ReasoningFormatGrader
Validates that responses follow a specific reasoning format with <think> and <answer> tags, essential for chain-of-thought evaluation. Use this grader to enforce structured reasoning in your models, validate chain-of-thought (CoT) formatting, and ensure proper separation between the thinking process and final answers.
Parameters:
| Parameter | Type | Required | Description |
|---|---|---|---|
response |
str | Yes | The text to validate |
think_token |
str | No | Thinking tag name (default: "think") |
answer_token |
str | No | Answer tag name (default: "answer") |
Scoring:
- 1.0: Both <think> and <answer> tags present
- 0.0: Missing one or both required tags
Example:
import asyncio
from openjudge.graders.format.reasoning_format import ReasoningFormatGrader
async def main():
grader = ReasoningFormatGrader()
# Valid format
result = await grader.aevaluate(
response="""<think>
First, I need to analyze the problem.
The user is asking about Python benefits.
</think>
<answer>
Python is easy to learn, has extensive libraries, and strong community support.
</answer>"""
)
print(f"Score: {result.score}") # 1.0
print(f"Reason: {result.reason}") # "All format requirements met"
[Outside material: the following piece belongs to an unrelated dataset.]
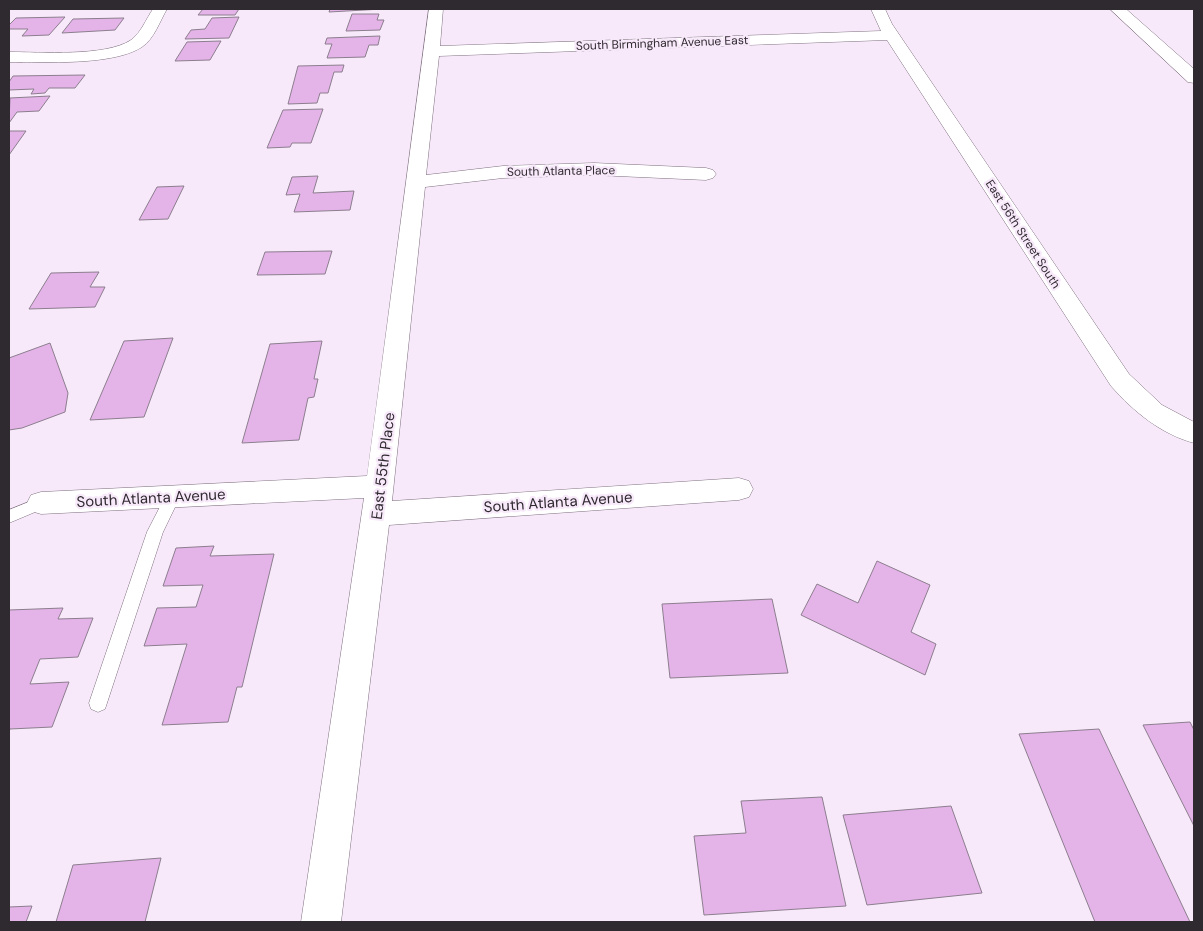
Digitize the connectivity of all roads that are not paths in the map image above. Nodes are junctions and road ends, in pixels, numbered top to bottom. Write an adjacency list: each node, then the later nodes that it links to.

# Invalid format - missing tags
result = await grader.aevaluate(
response="Python is a great programming language for beginners.",
)
print(f"Score: {result.score}") # 0.0
print(f"Reason: {result.reason}") # "Missing <think></think> tags; Missing <answer></answer> tags"
# Custom tags
grader = ReasoningFormatGrader(think_token="reasoning", answer_token="solution")
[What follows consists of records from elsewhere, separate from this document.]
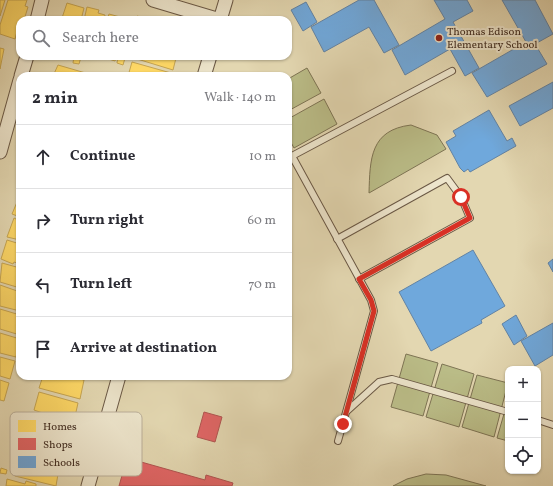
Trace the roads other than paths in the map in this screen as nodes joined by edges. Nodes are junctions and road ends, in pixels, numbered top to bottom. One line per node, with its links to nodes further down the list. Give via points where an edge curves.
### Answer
1 (42, 0): 4 (street)
2 (153, 0): 5 (street)
3 (226, 0): 6 (street)
4 (38, 16)
5 (207, 16)
6 (221, 16)
7 (26, 60): 10 (street)
8 (209, 60): 11 (street)
9 (452, 71): 14 (lane, via 292,156)
10 (22, 72)
11 (205, 72)
12 (16, 94): 13 (street)
13 (0, 152)
14 (337, 239): 15 (lane); 15 (lane, via 447,178 461,197 470,218)
15 (359, 279): 19 (lane, via 374,311)
16 (118, 380): 18 (street)
17 (505, 411): 19 (lane, via 392,379 379,382)
18 (109, 412)
19 (346, 412): 22 (lane)
20 (541, 421): 21 (lane)
21 (553, 424)
22 (338, 441)
23 (91, 476): 24 (street)
24 (88, 486)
result = await grader.aevaluate(
response="<reasoning>My thought process</reasoning>\n<solution>Final answer</solution>",
)
print(f"Score: {result.score}") # 1.0
asyncio.run(main())
ReasoningToolCallFormatGrader
Validates that responses follow proper format for tool-calling agents with reasoning by checking for <think> tags combined with either <answer> or <tool_call> tags, and validating JSON structure in tool calls. This grader is ideal for agent output validation, enforcing tool-calling formats, verifying function calls, and ensuring proper multi-step reasoning with tool use.
Parameters:
| Parameter | Type | Required | Description |
|---|---|---|---|
response |
str | Yes | The text to validate |
Valid formats:
1. <think>...</think> + <answer>...</answer> - Reasoning with final answer
2. <think>...</think> + <tool_call>...</tool_call> - Reasoning with tool calls
Tool call JSON requirements:
- Must contain name field (function name)
- Must contain arguments field (function arguments)
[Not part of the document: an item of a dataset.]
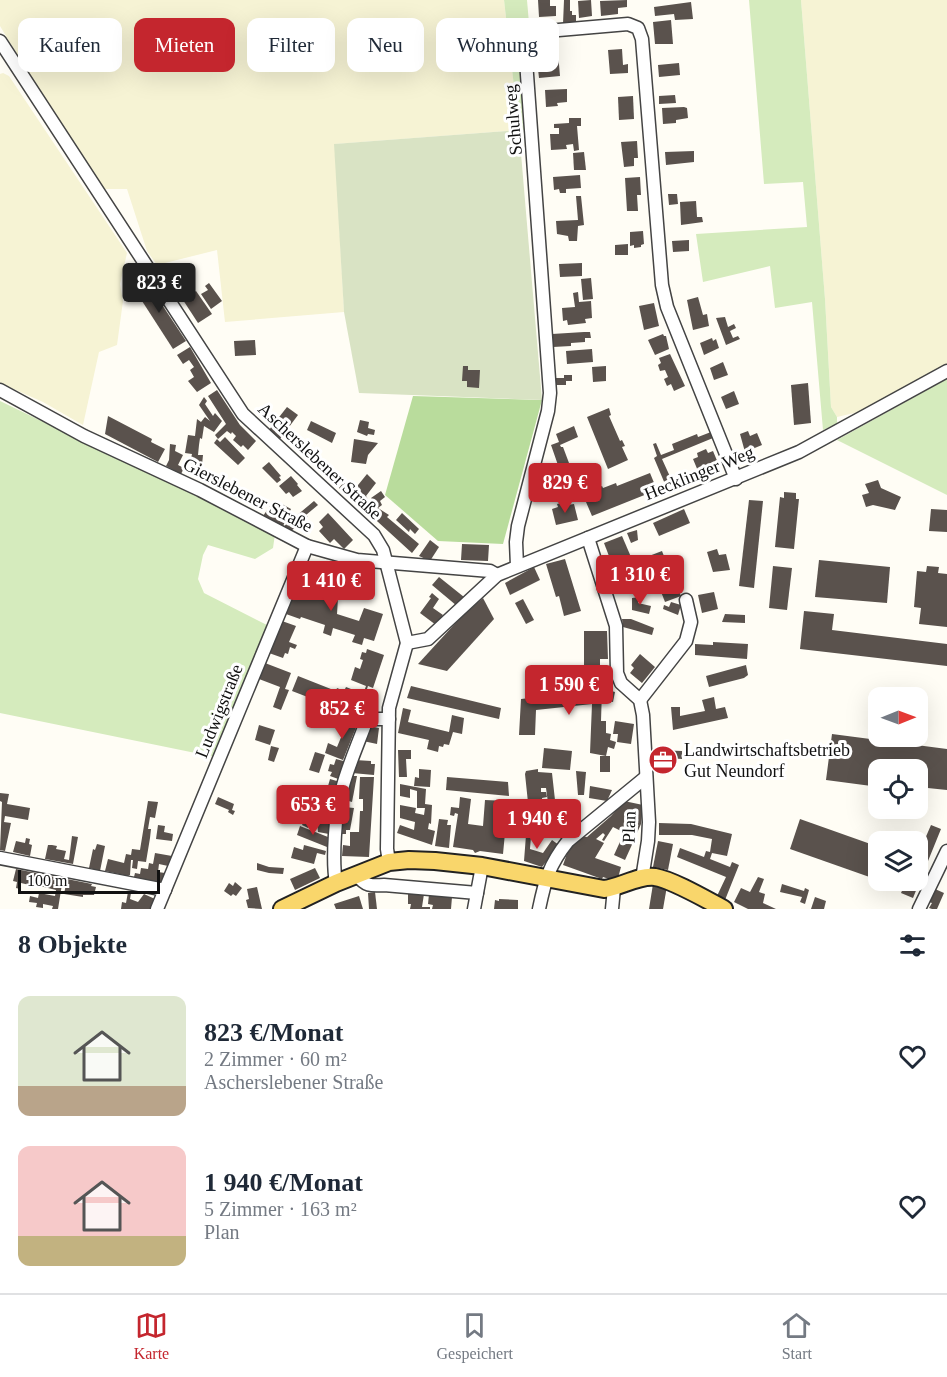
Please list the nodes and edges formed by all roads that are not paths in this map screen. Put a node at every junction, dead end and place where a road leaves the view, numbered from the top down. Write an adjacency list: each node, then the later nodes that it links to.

Scoring: - 1.0: Valid format with proper tags and JSON structure - 0.0: Invalid format, missing tags, or malformed JSON
Example:
import asyncio
from openjudge.graders.format.reasoning_tool_format import ReasoningToolCallFormatGrader
async def main():
grader = ReasoningToolCallFormatGrader()
# Valid reasoning + answer format
result = await grader.aevaluate(
response="""<think>
The user wants to know the weather. I should provide the current information.
</think>
<answer>
The current temperature is 72°F with clear skies.
</answer>"""
)
print(f"Score: {result.score}") # 1.0
print(f"Reason: {result.reason}") # "Valid <think></think> + <answer></answer> format"
# Valid reasoning + tool call format
result = await grader.aevaluate(
response="""<think>
I need to search for information about Python.
</think>
<tool_call>
{"name": "search", "arguments": {"query": "Python programming language"}}
</tool_call>"""
)
print(f"Score: {result.score}") # 1.0
print(f"Reason: {result.reason}") # "Valid <think></think> + <tool_call></tool_call> format with valid JSON"
# Multiple tool calls
result = await grader.aevaluate(
response="""<think>
I need to gather data from multiple sources.
</think>
<tool_call>
{"name": "get_weather", "arguments": {"city": "New York"}}
</tool_call>
<tool_call>
{"name": "get_news", "arguments": {"topic": "technology"}}
</tool_call>"""
)
print(f"Score: {result.score}") # 1.0
print(f"Tool calls: {result.metadata['tool_call_count']}") # 2
# Invalid format - missing think tag
result = await grader.aevaluate(
response="<answer>Direct answer without thinking</answer>",
)
print(f"Score: {result.score}") # 0.0
print(f"Reason: {result.reason}") # "Missing <think></think> tags"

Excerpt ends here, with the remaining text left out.